Your instructions
Where a line in the material below has the string "الصديق", please report it.

Supplied data
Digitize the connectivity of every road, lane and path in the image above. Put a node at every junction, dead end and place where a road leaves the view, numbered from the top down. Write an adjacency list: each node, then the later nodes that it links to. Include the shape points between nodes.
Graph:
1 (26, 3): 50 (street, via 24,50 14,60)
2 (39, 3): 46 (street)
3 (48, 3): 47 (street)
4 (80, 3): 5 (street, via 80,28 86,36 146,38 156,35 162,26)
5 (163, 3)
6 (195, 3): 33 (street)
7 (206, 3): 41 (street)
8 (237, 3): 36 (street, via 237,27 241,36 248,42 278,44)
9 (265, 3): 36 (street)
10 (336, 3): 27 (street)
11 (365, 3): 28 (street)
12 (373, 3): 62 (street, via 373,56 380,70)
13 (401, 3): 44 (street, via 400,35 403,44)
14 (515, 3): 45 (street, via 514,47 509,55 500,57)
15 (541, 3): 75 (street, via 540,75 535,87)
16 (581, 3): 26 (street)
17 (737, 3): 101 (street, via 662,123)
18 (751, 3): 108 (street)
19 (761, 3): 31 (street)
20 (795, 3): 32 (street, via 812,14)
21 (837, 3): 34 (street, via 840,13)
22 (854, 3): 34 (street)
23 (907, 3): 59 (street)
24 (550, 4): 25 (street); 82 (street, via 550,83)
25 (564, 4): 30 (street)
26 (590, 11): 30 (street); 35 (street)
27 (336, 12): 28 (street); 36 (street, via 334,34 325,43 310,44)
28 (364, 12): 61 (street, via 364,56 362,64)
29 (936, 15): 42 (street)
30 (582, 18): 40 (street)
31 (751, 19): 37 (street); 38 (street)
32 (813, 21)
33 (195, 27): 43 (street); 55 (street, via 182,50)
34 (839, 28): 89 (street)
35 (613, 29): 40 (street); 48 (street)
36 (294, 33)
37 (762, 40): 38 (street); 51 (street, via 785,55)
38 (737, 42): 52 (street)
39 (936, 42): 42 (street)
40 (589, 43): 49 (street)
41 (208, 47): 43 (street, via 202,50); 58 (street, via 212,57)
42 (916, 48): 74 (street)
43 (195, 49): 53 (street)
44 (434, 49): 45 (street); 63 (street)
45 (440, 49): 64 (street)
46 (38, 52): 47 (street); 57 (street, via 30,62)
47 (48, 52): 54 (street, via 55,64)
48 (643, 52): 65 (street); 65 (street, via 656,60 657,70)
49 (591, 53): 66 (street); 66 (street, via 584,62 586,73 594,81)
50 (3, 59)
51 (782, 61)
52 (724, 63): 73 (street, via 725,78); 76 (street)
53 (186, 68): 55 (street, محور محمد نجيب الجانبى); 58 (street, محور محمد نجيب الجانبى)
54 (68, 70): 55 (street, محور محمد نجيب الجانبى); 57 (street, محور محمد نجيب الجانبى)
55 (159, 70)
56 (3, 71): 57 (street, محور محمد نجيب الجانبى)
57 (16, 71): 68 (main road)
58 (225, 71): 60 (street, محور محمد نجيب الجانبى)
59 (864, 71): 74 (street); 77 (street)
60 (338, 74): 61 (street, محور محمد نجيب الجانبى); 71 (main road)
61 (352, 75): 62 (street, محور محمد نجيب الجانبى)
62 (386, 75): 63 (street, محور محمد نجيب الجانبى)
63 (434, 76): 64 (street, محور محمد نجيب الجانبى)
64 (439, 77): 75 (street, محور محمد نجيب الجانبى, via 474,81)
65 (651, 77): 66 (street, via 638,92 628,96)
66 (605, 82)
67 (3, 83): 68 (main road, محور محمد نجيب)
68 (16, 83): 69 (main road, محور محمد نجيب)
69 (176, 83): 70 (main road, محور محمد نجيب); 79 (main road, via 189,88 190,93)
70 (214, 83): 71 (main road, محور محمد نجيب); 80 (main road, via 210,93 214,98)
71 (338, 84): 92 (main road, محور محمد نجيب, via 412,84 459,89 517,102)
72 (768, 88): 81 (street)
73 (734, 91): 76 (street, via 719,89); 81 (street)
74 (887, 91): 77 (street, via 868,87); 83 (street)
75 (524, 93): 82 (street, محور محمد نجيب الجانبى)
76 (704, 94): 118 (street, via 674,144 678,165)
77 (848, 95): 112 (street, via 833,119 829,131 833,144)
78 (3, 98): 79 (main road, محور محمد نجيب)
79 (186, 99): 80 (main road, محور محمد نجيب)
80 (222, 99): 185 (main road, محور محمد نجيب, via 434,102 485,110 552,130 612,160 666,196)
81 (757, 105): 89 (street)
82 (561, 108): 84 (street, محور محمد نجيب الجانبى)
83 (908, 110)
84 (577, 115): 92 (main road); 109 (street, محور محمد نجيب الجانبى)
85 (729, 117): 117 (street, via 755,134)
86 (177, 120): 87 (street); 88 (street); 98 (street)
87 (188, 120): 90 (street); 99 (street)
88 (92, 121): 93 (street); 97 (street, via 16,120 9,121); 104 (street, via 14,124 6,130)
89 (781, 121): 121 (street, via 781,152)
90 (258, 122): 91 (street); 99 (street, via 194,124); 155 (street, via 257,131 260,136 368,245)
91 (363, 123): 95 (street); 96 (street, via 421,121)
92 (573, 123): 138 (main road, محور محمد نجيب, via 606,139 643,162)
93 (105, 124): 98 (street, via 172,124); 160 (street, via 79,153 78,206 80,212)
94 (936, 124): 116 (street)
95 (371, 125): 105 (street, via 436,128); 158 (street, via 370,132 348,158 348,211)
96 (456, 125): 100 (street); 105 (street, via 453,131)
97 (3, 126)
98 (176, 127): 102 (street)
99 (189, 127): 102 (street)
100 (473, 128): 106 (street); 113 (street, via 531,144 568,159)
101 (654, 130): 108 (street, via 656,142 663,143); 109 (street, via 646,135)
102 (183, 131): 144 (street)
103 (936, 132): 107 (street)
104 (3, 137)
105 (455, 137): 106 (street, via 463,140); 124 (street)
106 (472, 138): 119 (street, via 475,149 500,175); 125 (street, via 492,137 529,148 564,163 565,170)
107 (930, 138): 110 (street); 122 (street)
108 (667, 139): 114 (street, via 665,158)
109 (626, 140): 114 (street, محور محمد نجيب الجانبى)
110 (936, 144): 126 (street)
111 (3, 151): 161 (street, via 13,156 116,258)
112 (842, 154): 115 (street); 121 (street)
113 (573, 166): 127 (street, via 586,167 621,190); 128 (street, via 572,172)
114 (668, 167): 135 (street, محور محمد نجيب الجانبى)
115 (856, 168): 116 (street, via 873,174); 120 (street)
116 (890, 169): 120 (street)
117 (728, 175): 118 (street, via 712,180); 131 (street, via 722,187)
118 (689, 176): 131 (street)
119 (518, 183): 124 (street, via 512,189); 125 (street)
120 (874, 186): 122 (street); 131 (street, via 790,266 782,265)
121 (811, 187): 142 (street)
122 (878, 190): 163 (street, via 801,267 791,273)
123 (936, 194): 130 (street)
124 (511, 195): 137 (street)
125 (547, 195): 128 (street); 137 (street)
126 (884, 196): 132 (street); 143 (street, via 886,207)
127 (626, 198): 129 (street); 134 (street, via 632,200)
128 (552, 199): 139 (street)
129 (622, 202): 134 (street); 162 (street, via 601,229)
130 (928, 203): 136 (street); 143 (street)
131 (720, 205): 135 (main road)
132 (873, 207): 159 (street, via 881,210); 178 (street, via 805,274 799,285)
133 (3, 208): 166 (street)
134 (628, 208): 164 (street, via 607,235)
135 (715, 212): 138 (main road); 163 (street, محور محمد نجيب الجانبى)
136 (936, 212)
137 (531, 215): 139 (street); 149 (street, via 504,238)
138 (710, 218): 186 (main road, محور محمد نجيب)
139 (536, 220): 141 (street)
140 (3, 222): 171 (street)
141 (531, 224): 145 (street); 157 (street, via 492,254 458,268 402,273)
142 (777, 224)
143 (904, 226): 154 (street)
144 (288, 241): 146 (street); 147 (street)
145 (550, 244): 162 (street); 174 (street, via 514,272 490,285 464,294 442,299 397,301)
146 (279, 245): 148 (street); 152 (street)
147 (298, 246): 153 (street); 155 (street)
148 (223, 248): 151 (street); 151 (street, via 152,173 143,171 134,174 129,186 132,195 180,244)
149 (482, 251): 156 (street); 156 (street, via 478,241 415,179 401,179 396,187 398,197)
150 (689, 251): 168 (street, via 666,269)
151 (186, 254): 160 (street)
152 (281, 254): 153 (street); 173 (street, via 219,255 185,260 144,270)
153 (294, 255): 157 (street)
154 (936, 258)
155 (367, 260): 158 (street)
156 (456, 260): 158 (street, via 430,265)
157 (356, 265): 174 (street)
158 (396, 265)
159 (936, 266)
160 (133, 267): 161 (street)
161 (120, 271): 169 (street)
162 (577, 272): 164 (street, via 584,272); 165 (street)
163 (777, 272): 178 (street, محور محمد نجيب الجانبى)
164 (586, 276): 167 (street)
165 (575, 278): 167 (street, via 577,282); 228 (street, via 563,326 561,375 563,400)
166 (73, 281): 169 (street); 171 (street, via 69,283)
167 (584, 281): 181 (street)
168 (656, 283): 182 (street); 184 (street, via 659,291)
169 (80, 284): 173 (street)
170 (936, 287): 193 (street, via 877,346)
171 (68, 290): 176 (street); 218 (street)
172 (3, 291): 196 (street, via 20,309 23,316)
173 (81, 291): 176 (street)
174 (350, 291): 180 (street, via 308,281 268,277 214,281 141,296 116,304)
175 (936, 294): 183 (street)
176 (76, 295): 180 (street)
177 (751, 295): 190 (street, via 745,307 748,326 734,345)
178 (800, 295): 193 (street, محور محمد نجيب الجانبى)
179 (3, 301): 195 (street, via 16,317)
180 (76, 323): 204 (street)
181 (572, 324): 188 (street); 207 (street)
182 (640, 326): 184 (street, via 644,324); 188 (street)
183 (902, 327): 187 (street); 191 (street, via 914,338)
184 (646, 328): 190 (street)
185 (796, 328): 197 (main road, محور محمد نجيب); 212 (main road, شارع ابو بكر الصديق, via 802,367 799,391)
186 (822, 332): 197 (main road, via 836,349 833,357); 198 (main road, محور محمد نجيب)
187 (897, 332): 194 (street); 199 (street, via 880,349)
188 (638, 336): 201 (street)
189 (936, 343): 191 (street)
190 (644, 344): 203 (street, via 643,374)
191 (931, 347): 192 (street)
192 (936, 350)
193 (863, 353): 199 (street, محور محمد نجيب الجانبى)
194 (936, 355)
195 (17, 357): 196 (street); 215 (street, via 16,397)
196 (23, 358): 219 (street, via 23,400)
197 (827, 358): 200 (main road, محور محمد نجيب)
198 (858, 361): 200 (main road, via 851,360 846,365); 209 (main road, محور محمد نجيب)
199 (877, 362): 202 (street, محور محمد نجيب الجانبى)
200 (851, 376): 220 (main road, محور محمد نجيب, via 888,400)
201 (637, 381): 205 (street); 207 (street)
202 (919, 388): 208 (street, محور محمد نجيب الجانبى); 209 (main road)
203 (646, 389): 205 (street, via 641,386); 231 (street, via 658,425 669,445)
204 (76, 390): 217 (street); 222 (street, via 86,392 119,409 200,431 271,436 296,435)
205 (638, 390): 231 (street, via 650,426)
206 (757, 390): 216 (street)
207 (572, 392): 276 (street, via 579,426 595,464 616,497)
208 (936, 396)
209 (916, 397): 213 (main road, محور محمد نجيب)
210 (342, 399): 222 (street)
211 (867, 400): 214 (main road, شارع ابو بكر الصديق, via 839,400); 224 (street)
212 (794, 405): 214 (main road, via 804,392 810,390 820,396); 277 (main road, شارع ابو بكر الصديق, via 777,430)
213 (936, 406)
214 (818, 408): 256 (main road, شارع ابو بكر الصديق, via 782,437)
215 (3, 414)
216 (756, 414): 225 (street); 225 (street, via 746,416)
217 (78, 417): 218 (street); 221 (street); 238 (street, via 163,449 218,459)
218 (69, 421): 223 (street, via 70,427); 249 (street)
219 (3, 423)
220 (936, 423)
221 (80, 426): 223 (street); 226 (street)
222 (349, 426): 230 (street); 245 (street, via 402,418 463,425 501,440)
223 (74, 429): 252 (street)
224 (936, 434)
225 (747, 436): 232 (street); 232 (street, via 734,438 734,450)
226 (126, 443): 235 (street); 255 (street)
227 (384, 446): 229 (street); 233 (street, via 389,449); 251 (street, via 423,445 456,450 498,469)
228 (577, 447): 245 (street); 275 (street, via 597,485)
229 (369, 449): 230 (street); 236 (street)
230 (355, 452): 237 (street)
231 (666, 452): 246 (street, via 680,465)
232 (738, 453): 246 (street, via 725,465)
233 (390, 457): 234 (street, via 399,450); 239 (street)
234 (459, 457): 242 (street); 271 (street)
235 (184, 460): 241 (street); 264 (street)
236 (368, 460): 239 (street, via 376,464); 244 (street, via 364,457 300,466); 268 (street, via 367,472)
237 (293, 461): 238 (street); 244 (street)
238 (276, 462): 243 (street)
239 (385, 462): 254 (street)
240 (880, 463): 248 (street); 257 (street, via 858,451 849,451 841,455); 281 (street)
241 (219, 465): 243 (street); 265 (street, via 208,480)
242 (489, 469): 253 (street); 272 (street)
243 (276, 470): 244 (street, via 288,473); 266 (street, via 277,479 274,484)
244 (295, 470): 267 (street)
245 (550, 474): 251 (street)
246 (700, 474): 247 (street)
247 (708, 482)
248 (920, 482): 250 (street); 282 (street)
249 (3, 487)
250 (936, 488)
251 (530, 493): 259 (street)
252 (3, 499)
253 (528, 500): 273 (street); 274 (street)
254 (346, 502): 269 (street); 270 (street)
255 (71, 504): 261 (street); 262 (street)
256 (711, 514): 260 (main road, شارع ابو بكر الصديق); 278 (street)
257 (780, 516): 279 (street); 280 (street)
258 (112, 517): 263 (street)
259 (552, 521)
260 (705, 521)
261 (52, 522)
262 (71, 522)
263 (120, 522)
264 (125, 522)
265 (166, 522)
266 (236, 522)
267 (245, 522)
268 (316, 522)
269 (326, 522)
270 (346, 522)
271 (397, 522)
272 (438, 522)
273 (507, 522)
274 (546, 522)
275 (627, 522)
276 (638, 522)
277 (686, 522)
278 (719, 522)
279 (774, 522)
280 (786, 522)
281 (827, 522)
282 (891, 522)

Reply to the exercise
185 (796, 328): 197 (main road, محور محمد نجيب); 212 (main road, شارع ابو بكر الصديق, via 802,367 799,391)
211 (867, 400): 214 (main road, شارع ابو بكر الصديق, via 839,400); 224 (street)
212 (794, 405): 214 (main road, via 804,392 810,390 820,396); 277 (main road, شارع ابو بكر الصديق, via 777,430)
214 (818, 408): 256 (main road, شارع ابو بكر الصديق, via 782,437)
256 (711, 514): 260 (main road, شارع ابو بكر الصديق); 278 (street)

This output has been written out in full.